_Your goal:_
Please filter the entries for the word "CAÇAPAVA" and copy every line that has it.

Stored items
* * * * * * * * *

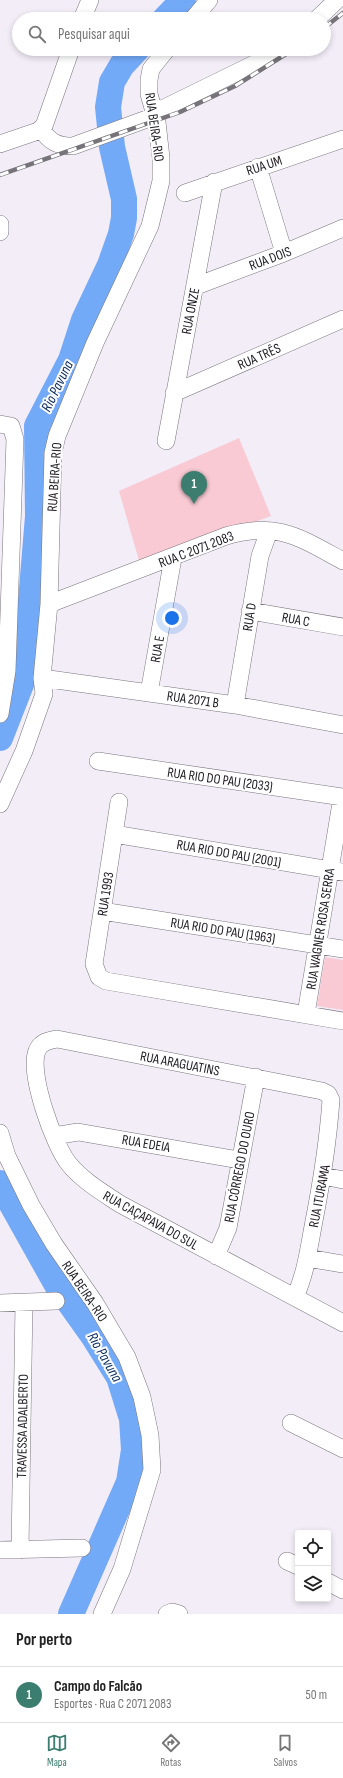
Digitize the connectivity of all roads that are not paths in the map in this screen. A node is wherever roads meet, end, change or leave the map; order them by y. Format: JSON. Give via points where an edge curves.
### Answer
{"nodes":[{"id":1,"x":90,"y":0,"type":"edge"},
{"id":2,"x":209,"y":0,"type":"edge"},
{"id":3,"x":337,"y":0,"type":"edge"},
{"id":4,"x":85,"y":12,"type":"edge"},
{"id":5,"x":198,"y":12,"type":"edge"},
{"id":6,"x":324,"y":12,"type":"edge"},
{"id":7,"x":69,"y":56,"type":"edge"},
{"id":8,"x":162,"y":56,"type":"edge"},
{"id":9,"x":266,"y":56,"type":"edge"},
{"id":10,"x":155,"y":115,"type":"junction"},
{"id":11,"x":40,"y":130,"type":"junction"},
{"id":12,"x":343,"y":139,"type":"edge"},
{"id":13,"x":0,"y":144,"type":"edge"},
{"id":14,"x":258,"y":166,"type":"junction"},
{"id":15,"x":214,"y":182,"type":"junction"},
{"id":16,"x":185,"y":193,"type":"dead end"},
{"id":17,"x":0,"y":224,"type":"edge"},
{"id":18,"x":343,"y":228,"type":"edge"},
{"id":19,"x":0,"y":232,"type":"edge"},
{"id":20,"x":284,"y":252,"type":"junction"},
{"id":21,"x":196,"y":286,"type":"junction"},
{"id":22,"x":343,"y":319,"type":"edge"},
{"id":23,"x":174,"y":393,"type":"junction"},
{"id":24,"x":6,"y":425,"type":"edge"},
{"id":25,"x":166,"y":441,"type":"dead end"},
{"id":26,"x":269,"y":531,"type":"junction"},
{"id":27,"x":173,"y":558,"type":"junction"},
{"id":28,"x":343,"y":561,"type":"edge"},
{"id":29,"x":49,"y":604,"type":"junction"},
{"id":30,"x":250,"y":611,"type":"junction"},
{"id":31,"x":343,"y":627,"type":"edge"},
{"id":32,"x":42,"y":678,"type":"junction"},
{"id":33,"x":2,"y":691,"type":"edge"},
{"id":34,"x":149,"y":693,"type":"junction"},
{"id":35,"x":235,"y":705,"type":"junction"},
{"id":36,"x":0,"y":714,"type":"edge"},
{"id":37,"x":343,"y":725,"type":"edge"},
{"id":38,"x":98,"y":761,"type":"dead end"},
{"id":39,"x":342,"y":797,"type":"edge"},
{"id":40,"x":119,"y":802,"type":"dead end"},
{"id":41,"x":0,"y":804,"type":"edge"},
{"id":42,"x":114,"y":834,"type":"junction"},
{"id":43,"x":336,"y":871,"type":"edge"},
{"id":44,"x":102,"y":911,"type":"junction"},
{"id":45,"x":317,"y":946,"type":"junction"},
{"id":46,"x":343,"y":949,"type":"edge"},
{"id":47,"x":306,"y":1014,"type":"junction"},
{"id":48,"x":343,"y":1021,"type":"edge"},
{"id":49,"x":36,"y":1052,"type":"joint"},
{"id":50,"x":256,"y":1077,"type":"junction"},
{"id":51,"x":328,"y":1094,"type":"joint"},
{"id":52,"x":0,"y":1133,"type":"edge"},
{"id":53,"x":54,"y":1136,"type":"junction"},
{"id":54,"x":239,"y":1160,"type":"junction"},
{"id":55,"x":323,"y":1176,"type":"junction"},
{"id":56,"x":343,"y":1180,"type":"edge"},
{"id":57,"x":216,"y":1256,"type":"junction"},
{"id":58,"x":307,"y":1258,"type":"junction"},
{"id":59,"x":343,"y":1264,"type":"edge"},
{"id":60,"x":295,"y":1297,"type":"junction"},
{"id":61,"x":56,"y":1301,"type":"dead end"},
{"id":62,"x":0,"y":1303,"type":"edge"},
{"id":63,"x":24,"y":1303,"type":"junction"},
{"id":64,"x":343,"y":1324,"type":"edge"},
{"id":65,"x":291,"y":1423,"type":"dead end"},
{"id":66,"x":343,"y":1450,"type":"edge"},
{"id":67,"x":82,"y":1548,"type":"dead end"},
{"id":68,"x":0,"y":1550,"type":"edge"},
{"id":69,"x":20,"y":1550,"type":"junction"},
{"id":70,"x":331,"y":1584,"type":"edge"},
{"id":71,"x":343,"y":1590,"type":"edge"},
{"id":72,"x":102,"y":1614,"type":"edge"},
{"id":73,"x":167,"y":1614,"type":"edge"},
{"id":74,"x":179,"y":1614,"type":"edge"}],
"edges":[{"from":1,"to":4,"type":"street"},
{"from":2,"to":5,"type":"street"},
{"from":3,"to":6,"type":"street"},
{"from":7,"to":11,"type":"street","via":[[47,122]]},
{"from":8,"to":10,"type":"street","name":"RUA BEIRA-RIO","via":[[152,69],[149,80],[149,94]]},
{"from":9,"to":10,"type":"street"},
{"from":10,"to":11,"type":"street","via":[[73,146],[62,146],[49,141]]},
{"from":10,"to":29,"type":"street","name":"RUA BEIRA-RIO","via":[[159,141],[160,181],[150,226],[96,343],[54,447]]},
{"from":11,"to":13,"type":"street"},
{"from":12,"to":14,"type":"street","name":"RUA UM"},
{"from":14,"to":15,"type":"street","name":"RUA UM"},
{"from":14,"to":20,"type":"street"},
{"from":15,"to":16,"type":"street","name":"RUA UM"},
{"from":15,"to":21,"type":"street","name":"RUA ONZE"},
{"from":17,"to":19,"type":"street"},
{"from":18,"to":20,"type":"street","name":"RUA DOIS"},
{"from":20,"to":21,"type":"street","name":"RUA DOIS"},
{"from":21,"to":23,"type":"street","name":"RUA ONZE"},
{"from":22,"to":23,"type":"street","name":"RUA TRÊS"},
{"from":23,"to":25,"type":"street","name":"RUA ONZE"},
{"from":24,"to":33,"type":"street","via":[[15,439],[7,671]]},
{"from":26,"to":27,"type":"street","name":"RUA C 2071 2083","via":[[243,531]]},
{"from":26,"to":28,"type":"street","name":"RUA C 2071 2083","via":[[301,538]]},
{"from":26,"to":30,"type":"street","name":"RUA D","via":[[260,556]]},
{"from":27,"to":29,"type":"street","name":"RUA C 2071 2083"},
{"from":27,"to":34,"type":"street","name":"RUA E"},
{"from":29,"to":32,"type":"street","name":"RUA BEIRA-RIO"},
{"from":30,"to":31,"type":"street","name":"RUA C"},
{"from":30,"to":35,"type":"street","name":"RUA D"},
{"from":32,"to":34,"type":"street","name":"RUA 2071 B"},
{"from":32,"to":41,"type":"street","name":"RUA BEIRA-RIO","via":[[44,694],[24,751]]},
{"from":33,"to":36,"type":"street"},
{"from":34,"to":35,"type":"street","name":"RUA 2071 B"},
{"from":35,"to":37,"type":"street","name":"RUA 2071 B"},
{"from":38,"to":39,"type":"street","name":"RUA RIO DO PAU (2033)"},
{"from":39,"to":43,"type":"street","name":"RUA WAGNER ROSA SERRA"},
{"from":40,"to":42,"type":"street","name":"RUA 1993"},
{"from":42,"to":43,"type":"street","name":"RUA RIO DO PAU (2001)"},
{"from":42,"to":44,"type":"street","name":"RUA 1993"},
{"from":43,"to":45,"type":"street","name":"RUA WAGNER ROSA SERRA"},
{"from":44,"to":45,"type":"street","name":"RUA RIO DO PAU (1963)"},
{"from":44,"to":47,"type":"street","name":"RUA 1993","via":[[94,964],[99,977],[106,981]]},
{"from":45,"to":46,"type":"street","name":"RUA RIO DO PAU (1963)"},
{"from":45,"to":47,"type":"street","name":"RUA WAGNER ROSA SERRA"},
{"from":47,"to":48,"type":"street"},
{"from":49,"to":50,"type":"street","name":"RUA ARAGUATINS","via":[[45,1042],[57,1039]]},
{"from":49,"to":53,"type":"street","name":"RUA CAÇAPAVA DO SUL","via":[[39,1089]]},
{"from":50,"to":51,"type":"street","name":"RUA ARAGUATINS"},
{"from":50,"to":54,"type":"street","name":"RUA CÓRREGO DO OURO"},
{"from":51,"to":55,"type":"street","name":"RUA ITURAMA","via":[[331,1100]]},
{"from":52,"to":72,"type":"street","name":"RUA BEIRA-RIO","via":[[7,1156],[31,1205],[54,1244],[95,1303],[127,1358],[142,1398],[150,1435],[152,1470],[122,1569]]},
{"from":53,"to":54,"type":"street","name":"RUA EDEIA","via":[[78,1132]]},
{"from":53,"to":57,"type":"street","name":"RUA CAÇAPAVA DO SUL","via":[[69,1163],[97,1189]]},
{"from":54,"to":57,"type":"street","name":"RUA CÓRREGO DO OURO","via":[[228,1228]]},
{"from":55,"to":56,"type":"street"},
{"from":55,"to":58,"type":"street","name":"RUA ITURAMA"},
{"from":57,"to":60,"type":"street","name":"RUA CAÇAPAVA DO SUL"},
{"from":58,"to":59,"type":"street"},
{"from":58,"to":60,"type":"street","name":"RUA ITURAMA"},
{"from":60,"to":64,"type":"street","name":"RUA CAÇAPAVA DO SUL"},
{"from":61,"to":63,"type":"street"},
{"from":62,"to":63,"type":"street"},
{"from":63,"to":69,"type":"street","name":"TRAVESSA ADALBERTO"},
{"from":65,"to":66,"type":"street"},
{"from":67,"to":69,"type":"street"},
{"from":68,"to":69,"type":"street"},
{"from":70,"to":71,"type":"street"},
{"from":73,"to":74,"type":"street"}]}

* * * * * * * * *

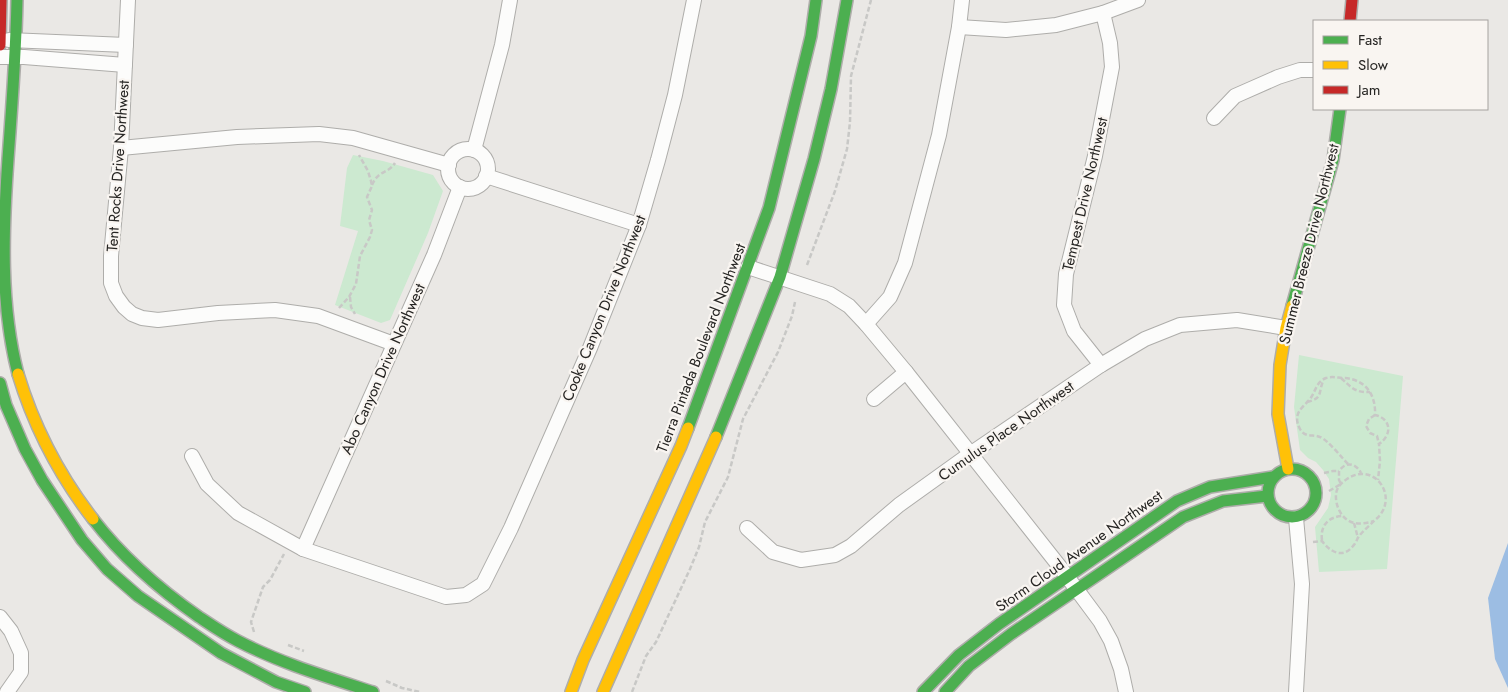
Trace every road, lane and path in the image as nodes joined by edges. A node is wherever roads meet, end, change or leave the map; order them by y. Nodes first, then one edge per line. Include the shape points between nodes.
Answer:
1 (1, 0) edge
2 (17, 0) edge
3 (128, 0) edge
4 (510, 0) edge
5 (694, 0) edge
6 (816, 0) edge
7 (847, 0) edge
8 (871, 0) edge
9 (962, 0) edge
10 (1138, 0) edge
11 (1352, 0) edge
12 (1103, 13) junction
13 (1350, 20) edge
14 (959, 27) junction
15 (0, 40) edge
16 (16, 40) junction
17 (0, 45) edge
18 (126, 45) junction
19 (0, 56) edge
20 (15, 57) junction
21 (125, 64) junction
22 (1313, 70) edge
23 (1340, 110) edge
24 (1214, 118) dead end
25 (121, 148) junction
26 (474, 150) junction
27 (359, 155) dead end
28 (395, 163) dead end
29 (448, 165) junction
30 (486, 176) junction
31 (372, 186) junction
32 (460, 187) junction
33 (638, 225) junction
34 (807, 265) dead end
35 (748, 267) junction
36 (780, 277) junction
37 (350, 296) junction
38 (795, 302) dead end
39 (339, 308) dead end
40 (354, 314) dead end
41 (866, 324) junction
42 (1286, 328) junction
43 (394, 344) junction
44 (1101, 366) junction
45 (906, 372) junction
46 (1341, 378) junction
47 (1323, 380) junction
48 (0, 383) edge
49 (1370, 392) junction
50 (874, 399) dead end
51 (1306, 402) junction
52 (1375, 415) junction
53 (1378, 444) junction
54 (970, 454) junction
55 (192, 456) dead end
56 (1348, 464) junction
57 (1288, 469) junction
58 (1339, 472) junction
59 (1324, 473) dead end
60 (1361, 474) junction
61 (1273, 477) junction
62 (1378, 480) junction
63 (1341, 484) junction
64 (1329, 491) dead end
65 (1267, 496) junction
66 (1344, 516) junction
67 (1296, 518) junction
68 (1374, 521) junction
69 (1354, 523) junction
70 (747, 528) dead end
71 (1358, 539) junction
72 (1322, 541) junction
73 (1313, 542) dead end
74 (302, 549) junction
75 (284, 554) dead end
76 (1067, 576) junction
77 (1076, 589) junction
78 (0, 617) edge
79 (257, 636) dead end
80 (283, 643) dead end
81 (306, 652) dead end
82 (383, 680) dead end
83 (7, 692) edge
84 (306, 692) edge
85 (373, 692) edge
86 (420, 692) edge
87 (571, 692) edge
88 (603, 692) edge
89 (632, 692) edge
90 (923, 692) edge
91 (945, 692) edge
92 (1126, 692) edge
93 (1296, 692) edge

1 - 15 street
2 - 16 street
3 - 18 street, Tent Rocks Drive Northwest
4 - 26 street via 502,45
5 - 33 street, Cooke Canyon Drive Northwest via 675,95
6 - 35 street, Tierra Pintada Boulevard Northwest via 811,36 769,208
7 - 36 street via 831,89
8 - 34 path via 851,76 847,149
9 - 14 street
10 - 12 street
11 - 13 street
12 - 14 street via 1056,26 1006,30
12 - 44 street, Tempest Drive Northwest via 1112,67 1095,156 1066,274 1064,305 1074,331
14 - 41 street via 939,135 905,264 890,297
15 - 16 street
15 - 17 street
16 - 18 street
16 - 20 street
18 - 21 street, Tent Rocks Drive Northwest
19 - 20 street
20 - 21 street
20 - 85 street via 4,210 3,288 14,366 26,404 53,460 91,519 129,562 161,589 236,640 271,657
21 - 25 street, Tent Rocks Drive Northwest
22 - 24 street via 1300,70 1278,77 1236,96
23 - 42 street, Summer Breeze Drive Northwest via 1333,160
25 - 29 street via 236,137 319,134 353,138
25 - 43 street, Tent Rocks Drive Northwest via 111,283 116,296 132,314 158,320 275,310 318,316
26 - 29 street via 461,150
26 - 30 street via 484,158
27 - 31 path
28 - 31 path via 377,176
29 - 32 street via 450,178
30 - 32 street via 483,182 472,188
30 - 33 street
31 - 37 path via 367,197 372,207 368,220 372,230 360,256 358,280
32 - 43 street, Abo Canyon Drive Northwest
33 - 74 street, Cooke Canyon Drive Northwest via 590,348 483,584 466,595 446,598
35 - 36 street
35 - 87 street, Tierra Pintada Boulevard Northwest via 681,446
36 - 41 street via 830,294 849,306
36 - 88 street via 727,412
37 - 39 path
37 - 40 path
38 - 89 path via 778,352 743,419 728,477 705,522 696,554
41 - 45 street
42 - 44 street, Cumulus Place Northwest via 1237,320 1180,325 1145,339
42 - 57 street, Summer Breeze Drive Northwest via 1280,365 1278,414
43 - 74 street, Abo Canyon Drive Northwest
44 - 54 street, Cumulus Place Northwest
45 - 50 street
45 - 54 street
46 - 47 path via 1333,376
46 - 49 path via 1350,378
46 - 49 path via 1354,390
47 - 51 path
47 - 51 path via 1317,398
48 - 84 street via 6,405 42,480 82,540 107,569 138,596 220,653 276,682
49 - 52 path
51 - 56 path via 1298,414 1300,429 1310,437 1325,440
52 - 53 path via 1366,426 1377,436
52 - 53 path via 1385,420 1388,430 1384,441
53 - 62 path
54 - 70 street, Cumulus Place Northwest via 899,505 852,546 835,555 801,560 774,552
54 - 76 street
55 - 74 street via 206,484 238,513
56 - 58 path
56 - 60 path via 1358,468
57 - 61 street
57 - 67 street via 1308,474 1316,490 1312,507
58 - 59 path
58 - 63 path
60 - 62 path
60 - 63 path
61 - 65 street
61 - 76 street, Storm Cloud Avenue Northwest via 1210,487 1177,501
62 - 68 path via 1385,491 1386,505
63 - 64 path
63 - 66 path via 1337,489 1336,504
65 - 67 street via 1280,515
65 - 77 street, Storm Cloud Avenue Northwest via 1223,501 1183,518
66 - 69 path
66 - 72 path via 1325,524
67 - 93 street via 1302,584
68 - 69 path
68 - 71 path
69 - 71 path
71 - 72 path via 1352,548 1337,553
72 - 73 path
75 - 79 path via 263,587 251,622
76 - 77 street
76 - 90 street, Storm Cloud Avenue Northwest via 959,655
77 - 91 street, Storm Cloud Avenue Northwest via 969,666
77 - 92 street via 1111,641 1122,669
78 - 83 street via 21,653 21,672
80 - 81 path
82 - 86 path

* * * * * * * * *

_Reply to the exercise:_
{"from":49,"to":53,"type":"street","name":"RUA CAÇAPAVA DO SUL","via":[[39,1089]]},
{"from":53,"to":57,"type":"street","name":"RUA CAÇAPAVA DO SUL","via":[[69,1163],[97,1189]]},
{"from":57,"to":60,"type":"street","name":"RUA CAÇAPAVA DO SUL"},
{"from":60,"to":64,"type":"street","name":"RUA CAÇAPAVA DO SUL"},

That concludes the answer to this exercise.